▶ _Exercise prompt_:
Scan the records for the string "Girne" and copy every line that holds it.

▶ _Data supplied_:
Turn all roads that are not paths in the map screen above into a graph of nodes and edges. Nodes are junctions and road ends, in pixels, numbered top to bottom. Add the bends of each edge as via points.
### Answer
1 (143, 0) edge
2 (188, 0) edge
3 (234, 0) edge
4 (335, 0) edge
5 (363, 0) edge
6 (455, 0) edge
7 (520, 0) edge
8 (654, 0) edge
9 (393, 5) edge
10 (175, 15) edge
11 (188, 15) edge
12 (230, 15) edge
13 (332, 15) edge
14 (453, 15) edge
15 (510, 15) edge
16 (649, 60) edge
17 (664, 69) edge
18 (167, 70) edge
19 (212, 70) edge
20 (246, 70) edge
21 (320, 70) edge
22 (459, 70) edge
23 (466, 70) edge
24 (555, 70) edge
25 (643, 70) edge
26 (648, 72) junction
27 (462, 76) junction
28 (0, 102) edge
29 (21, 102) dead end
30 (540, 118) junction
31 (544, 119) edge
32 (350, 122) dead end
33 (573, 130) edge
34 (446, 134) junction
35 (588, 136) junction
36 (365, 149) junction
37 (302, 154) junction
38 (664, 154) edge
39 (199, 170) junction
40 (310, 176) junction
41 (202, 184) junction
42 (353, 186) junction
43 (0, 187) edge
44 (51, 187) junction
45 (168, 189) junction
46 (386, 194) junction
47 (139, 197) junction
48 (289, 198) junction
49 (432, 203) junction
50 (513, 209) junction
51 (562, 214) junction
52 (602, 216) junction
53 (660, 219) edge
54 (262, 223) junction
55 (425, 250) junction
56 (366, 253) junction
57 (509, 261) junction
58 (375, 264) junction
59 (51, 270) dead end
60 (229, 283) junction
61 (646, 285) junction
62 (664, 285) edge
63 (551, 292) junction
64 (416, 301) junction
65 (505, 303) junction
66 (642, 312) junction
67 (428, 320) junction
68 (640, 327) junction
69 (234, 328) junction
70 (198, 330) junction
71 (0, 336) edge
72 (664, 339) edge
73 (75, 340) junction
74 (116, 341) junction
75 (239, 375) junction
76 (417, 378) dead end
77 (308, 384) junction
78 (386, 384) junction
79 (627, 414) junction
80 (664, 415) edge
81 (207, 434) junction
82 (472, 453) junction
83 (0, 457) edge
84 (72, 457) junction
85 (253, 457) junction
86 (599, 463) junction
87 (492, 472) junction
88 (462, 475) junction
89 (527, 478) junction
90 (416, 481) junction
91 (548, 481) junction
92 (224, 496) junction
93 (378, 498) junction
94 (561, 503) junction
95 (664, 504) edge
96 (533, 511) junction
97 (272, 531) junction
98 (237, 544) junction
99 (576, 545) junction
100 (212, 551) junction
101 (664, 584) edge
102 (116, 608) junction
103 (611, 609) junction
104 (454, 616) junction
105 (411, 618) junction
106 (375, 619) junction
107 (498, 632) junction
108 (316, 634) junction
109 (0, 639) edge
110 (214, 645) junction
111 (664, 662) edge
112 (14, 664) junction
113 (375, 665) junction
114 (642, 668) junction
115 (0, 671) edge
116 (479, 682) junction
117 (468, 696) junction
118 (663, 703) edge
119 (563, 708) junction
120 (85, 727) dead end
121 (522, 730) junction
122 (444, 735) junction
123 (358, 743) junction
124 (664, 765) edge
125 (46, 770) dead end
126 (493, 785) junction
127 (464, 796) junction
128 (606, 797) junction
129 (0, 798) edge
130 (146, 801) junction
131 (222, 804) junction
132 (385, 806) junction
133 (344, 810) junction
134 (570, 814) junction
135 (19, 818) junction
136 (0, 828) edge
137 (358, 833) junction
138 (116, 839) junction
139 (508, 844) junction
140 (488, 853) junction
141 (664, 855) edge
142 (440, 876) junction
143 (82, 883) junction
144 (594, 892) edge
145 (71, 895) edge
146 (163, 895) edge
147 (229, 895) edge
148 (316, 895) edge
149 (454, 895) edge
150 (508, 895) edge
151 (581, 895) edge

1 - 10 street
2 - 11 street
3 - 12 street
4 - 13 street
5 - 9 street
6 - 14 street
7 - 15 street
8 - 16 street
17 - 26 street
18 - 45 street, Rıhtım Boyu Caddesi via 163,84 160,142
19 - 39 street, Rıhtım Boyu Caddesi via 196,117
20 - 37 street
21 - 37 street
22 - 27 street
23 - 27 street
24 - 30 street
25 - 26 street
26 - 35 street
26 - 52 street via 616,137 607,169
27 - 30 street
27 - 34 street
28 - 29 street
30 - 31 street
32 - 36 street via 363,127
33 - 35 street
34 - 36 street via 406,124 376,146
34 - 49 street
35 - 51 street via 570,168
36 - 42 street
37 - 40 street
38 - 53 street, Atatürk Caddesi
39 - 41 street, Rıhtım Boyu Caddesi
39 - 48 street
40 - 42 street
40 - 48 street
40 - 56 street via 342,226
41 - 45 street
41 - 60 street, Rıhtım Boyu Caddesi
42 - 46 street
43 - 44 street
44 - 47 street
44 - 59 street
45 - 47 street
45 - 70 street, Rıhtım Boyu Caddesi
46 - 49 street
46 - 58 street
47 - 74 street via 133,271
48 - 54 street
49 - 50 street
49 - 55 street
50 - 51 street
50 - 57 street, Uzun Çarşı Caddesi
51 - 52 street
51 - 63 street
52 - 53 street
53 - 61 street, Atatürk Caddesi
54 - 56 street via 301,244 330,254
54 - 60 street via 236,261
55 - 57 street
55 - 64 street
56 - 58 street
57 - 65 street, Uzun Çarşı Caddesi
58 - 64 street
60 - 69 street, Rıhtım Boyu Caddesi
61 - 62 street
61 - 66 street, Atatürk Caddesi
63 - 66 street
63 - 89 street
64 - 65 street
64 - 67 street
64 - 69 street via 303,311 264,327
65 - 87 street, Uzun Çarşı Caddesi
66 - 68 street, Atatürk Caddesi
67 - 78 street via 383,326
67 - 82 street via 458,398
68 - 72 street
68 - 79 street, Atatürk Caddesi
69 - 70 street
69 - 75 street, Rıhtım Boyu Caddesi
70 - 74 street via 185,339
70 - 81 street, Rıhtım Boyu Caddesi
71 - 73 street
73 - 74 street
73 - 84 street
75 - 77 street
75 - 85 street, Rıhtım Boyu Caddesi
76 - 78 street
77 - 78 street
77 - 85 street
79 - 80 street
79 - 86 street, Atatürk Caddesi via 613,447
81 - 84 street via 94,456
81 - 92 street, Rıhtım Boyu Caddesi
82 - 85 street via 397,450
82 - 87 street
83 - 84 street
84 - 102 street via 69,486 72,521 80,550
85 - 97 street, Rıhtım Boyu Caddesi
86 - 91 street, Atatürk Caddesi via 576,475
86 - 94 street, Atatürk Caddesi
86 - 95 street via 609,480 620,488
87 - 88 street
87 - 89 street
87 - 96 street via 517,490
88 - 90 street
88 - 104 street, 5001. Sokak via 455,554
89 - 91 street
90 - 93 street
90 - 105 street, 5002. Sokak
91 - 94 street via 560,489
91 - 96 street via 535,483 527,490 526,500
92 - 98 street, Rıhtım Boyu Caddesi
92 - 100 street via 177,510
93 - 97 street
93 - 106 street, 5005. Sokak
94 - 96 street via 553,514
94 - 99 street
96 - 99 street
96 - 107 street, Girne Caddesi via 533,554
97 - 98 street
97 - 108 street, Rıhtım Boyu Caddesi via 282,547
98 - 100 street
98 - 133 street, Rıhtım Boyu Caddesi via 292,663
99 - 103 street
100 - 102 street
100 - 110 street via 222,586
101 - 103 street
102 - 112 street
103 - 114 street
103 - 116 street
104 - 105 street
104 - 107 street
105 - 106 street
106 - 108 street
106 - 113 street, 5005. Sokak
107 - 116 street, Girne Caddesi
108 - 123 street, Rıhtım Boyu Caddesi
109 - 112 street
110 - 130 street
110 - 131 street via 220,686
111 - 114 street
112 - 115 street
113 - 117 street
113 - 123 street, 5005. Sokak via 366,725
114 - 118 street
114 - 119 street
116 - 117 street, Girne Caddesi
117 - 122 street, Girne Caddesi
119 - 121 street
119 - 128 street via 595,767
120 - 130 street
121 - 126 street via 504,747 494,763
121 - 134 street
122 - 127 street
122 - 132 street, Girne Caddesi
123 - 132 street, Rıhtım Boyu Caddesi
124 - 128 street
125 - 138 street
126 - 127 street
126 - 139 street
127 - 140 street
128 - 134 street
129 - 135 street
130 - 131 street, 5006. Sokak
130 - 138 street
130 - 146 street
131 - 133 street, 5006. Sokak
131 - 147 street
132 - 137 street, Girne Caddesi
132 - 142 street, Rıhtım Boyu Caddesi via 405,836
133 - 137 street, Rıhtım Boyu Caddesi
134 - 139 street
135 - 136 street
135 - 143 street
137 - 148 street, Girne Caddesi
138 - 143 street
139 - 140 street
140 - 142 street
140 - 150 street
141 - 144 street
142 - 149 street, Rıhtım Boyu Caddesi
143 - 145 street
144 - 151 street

▶ _Written solution_:
96 - 107 street, Girne Caddesi via 533,554
107 - 116 street, Girne Caddesi
116 - 117 street, Girne Caddesi
117 - 122 street, Girne Caddesi
122 - 132 street, Girne Caddesi
132 - 137 street, Girne Caddesi
137 - 148 street, Girne Caddesi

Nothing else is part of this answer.